Data for processing:

- - - - - - -

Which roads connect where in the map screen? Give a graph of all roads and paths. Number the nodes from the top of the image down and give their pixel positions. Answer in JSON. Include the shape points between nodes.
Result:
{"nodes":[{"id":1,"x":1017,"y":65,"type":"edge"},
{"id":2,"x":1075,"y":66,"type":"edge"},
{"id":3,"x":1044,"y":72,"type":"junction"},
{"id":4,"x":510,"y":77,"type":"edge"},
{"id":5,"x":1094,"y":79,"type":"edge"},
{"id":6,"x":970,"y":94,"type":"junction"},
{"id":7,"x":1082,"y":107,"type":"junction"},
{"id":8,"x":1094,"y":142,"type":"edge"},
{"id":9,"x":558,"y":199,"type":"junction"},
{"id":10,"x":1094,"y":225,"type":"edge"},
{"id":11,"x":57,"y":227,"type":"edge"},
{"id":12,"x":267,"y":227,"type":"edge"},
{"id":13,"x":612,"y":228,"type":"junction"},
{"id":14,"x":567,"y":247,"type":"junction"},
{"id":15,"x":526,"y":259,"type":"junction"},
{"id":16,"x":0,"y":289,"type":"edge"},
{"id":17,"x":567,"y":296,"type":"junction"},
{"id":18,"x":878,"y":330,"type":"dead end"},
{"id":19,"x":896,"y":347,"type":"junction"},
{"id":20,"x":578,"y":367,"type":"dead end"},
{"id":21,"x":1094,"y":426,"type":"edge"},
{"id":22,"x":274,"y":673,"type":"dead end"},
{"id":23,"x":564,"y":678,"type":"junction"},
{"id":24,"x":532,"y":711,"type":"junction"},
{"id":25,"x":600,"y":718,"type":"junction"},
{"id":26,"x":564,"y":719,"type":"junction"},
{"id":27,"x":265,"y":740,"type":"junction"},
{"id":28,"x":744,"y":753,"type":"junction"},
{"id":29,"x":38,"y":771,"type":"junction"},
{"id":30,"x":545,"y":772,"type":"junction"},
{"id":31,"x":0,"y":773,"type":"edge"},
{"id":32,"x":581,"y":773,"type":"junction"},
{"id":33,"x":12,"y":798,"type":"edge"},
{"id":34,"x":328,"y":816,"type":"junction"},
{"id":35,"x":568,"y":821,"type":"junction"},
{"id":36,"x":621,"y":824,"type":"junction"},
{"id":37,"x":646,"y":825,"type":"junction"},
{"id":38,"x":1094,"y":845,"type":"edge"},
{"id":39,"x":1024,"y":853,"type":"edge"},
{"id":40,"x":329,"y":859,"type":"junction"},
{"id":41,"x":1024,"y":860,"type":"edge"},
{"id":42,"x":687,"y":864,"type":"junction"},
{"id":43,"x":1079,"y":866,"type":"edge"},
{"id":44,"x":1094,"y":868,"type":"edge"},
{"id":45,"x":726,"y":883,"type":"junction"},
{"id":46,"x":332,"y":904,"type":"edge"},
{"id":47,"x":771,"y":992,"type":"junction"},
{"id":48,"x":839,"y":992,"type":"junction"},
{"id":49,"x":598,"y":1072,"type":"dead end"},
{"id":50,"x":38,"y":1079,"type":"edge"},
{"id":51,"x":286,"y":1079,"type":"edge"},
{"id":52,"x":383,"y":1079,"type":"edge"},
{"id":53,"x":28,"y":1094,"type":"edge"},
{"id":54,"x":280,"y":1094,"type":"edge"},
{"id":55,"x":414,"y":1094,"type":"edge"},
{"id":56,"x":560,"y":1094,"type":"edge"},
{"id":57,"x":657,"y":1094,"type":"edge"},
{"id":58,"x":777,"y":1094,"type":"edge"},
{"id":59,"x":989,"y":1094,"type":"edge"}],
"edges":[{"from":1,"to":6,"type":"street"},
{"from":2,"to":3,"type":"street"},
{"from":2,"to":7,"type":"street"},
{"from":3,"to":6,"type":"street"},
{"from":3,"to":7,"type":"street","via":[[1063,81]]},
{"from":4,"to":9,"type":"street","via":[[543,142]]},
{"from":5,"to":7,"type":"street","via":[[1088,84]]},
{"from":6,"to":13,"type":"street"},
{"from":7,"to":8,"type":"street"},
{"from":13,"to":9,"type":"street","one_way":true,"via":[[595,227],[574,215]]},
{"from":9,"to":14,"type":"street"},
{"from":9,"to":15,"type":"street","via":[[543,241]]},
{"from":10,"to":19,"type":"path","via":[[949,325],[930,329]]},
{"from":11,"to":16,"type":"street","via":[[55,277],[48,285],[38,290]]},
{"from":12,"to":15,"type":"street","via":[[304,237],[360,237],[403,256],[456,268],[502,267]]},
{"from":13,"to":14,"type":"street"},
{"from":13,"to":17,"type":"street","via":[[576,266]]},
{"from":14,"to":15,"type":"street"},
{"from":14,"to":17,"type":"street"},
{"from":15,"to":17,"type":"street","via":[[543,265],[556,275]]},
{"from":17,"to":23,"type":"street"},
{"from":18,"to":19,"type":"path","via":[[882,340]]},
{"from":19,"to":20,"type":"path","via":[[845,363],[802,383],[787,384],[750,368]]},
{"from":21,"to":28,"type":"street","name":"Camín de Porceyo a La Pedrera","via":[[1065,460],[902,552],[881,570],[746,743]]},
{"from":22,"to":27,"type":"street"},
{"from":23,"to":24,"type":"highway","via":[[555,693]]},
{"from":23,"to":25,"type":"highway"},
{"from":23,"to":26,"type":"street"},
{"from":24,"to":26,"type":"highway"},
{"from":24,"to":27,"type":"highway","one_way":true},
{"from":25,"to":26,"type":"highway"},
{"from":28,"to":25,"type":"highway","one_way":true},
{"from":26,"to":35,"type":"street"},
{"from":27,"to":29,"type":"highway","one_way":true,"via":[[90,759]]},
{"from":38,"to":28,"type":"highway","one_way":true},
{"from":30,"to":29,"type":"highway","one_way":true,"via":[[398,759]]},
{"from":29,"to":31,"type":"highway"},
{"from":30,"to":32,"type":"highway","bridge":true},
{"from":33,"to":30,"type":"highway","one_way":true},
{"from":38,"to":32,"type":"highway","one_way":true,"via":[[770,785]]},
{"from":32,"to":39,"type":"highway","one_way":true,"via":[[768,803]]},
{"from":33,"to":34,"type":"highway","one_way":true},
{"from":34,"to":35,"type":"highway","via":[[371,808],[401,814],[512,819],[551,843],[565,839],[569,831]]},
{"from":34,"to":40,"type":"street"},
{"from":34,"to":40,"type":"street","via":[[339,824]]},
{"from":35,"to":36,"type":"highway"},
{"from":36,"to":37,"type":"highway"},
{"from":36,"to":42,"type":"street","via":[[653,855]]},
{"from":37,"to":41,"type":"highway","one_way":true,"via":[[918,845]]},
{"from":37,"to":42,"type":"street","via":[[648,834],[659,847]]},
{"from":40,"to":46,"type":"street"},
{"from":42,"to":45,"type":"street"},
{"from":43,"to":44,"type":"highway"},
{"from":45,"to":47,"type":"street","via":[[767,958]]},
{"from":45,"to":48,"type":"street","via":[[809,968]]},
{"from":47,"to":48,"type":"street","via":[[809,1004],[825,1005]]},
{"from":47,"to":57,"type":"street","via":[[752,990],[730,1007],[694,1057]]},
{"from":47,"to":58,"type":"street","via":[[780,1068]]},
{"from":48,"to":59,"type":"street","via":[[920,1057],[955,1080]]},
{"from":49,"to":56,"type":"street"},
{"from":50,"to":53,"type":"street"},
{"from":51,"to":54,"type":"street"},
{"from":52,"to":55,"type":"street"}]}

- - - - - - -

Your task: Find and show each line of the listing with the word "dead".

Expected answer:
{"id":18,"x":878,"y":330,"type":"dead end"},
{"id":20,"x":578,"y":367,"type":"dead end"},
{"id":22,"x":274,"y":673,"type":"dead end"},
{"id":49,"x":598,"y":1072,"type":"dead end"},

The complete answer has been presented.